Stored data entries
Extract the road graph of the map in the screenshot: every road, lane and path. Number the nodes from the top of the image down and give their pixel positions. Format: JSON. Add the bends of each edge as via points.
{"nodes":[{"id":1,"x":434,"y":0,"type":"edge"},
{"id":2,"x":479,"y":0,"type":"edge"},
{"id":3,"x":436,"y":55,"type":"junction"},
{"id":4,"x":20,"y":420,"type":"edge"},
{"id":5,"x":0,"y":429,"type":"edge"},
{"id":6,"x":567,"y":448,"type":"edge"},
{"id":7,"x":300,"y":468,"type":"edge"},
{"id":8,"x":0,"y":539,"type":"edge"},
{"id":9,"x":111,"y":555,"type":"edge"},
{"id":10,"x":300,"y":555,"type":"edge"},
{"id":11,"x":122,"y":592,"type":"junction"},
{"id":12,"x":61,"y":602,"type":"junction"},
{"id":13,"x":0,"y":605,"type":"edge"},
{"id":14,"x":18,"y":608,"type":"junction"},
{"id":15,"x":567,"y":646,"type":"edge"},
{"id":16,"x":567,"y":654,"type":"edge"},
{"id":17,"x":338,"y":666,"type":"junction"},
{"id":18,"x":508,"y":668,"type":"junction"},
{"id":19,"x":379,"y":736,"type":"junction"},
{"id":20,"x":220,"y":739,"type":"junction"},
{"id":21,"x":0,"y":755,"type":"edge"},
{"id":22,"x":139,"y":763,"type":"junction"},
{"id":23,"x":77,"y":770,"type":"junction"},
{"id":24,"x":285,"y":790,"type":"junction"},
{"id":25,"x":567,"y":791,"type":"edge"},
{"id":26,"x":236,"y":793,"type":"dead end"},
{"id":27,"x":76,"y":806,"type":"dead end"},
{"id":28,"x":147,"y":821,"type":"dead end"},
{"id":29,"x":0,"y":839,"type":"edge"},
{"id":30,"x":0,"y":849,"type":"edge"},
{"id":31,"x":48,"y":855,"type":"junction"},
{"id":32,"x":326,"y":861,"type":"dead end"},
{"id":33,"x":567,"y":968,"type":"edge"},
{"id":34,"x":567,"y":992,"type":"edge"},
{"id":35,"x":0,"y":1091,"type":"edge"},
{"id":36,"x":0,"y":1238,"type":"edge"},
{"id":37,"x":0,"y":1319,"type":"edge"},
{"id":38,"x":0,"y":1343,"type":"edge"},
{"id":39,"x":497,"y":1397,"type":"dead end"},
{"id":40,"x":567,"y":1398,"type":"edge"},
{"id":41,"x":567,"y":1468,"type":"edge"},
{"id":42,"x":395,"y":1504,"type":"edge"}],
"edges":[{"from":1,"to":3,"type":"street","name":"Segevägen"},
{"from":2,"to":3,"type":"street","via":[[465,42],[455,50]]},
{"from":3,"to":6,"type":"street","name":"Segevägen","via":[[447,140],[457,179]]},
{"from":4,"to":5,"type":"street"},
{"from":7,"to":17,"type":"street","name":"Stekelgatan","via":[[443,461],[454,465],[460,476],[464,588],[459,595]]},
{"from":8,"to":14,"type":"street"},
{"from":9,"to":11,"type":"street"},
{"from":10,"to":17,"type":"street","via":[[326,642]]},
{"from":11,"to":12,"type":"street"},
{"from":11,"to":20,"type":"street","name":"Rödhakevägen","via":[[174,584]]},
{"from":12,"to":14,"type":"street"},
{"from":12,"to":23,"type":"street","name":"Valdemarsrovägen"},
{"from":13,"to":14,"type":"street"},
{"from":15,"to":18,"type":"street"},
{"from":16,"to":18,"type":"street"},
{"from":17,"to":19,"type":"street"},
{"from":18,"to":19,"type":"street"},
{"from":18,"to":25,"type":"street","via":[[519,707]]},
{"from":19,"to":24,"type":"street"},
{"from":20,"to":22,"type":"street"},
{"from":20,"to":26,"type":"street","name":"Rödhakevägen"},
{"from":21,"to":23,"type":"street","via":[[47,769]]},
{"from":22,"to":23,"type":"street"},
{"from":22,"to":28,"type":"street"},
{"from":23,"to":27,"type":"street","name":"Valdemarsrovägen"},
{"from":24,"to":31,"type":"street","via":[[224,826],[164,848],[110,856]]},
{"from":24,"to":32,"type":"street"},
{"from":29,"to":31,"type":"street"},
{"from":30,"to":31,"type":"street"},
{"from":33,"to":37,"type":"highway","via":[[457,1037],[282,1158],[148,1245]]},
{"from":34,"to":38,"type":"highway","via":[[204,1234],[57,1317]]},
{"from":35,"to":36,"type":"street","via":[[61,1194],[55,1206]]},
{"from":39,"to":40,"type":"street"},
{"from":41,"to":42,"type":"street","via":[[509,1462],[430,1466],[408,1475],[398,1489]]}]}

Instructions for the task: For the string "Rödhakevägen", show each line of the entries above where it occurs.

Answer below:
{"from":11,"to":20,"type":"street","name":"Rödhakevägen","via":[[174,584]]},
{"from":20,"to":26,"type":"street","name":"Rödhakevägen"},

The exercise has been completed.